Despite being 10 spots higher in the standings, San Diego FC’s players and coach weren’t 10 spots more talented than 11th-place Houston Dynamo Saturday night.

In talent, the teams appeared even, and in individual brilliance, the 11th-place club was better.

A German wing accelerated like a Tesla. An Argentine defender channeled countryman Messi for a few seconds. The outbursts netted two Dynamo goals, quieting an announced crowd of 28,231 in Mission Valley, as fans saw the 11th-place team wasn’t a bunch of stiffs.

So in addition to the 4-3 loss that nearly kicked them out of first place in the Western Conference, the San Diego newbies walked off with a renewed appreciation of what’s what in wacky MLS.

Scattered performances such as Saturday’s, they saw, will prevent them from going where they want to go. Unless the first-year club maintains the surprising cohesion that took it up the 15-team ladder, bigger successes won’t be coming.

Western Conference semifinalists two years ago who understand the league’s rhythms and that first-place in July means nothing, the Dynamo showed SDFC isn’t talented enough to freelance its way to a first-round playoff bye. Or, if it loses its grip on its teamwork, talented enough to get anywhere near the MLS Cup.

The lesson of the football match is the same team-sport truth that a legendary coach of American football harped on.

“The Team, The Team, The Team!” preached Michigan’s Bo Schembechler.

None of these realities — the league’s slim talent margins, the imperatives of teamwork, collective discipline and drive — were unknown to either SDFC coach Mikey Varas or his players before the defeat.

But they were hammered home in this nominal “11-vs.-1” match.

Allowing a season-high four goals, the last one due to a broad defensive lapse, was an affirmation of humility less than it was a humbling. Varas used that word — humility — four times in his postgame comments.

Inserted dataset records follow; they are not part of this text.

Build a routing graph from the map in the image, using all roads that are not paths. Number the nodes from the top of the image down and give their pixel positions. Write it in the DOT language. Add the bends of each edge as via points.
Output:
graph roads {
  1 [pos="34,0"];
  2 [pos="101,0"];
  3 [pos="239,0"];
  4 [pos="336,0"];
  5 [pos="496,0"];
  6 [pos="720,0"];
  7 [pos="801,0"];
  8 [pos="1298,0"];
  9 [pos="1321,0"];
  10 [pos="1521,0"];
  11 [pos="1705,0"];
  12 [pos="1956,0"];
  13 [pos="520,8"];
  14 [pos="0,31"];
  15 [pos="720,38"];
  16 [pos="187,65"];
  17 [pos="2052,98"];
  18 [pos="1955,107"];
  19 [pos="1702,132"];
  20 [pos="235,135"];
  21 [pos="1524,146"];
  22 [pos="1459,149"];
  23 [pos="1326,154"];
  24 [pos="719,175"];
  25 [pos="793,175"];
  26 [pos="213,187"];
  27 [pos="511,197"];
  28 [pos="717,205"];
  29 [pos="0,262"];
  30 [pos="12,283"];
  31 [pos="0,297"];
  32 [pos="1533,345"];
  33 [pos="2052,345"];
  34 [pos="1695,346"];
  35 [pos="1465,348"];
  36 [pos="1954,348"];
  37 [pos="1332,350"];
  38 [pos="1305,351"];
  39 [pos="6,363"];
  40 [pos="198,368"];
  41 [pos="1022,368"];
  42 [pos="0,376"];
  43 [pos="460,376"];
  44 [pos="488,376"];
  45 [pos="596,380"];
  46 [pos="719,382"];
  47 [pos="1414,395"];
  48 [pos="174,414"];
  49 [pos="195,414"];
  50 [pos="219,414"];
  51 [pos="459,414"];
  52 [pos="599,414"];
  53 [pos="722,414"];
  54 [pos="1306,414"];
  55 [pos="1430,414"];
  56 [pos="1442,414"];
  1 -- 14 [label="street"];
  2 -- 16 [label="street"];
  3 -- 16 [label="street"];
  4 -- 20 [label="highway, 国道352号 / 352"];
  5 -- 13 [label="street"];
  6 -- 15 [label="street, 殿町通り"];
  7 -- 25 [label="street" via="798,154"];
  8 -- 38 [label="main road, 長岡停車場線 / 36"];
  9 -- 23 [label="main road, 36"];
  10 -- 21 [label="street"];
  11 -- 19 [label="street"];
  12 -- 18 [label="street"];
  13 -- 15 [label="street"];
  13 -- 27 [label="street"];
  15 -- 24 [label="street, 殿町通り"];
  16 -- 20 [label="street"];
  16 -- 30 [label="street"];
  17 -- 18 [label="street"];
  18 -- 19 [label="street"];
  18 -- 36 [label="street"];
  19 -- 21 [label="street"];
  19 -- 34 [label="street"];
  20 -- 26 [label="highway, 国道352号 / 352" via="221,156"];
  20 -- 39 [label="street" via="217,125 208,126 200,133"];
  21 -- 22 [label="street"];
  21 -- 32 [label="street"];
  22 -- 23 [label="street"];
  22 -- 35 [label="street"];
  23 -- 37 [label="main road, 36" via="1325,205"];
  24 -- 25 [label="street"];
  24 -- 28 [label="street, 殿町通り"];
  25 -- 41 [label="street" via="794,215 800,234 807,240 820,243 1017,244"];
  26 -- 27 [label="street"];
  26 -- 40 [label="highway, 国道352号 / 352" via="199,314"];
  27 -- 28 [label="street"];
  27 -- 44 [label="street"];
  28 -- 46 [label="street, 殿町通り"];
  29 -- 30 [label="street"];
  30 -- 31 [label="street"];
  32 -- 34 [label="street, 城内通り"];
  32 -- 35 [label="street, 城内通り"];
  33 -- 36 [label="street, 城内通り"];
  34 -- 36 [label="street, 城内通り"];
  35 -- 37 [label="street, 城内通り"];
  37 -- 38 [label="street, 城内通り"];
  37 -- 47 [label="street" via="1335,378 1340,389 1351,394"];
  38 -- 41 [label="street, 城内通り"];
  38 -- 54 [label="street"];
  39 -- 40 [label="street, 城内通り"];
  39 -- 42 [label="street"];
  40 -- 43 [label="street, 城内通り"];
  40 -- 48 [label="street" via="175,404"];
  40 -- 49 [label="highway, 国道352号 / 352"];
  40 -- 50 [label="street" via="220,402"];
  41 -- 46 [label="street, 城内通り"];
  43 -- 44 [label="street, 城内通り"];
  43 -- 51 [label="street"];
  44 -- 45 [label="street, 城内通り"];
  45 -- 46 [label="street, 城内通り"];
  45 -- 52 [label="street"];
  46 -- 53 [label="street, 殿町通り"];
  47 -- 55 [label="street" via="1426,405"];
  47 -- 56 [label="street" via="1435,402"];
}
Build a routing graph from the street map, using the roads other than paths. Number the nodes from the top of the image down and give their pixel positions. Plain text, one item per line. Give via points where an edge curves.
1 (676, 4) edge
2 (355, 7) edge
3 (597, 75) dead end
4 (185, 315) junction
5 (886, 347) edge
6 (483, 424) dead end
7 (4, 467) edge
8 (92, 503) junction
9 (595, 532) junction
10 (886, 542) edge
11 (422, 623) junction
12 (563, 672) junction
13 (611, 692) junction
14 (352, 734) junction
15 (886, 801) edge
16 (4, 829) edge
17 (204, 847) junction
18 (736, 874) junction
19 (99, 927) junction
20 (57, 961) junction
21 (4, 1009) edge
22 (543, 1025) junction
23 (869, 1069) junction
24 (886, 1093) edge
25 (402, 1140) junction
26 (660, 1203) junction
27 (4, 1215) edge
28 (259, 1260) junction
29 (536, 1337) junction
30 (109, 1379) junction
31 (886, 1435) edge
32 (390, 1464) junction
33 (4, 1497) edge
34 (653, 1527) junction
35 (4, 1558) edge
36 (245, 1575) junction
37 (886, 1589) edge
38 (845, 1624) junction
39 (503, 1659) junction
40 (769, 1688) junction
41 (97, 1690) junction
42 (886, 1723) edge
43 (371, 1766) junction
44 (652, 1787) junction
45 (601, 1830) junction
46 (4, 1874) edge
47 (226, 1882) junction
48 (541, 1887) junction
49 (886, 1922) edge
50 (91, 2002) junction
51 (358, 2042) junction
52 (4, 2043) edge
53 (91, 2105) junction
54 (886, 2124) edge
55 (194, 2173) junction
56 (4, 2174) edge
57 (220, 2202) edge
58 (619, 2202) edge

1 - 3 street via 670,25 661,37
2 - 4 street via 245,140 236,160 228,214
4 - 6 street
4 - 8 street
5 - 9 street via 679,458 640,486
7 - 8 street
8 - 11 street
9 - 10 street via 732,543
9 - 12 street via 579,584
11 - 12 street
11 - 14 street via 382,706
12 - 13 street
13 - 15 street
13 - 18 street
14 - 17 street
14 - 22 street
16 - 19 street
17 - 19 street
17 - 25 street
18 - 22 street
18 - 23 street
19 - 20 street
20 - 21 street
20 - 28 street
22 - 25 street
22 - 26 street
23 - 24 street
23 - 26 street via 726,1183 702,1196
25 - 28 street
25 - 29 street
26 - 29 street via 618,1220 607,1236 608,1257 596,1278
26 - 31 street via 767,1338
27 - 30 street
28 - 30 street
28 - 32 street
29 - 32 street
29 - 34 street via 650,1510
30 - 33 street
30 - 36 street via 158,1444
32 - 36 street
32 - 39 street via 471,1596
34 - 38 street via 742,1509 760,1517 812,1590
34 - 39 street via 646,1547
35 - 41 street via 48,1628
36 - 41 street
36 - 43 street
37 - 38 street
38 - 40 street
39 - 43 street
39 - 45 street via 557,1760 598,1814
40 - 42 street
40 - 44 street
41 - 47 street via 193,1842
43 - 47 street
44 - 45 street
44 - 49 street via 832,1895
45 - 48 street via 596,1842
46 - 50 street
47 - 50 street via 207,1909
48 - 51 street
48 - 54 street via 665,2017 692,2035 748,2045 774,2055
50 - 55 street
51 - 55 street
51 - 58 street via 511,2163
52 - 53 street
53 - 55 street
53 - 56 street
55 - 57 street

“If we want to do great things, unbelievable things, humility is the root of those things,” he said. “Humility is the root of greatness. And we have to be together in everything we do.

“It was too clearly not collective tonight.”

Within the long MLS season that’s interspersed with international windows and condensed stretches of travel, many teams’ aptitude can shift like the wind.

On this night, Houston got a high-end goal from a speedster, Lawrence Ennali, who was in his first start since his knee gave out last August. A go-ahead goal by Argentine defender Franco Escobar was so slick, coach Ben Olsen cracked he couldn’t “take credit for Franco beating two guys and shooting it off the bar.”

The two-goal night by Argentine striker Ezequiel Ponce and his goal in the prior match, the coach implied, was a long time coming.

“I know he’s been getting a lot of stick for not putting up the numbers that, you know, a big-money player does,” said Olsen, who also said: “It was our best performance to date.”

Varas couldn’t have been surprised by Houston’s Argentines accounting for three goals. Praising Argentina’s football culture before this season, the coach said it was a great gift to attend football practices in the country.

Varas, who questioned whether he’d prepared his players well, said SDFC achieved its team style for only about 15 or 20 of the 90 minutes Saturday.

Jeppe Tverskov, SDFC’s defensive midfielder and captain, bought that the two clubs were similar in talent. He agreed that SDFC won’t like the results if it repeats its disjointed approach. “We are good because we are good as a team. That’s one hundred percent correct. This is hopefully a one-off,” he said.

The answer will come Saturday in Chicago, when SDFC faces the Fire, who, as it happens, are ninth in the Eastern Conference.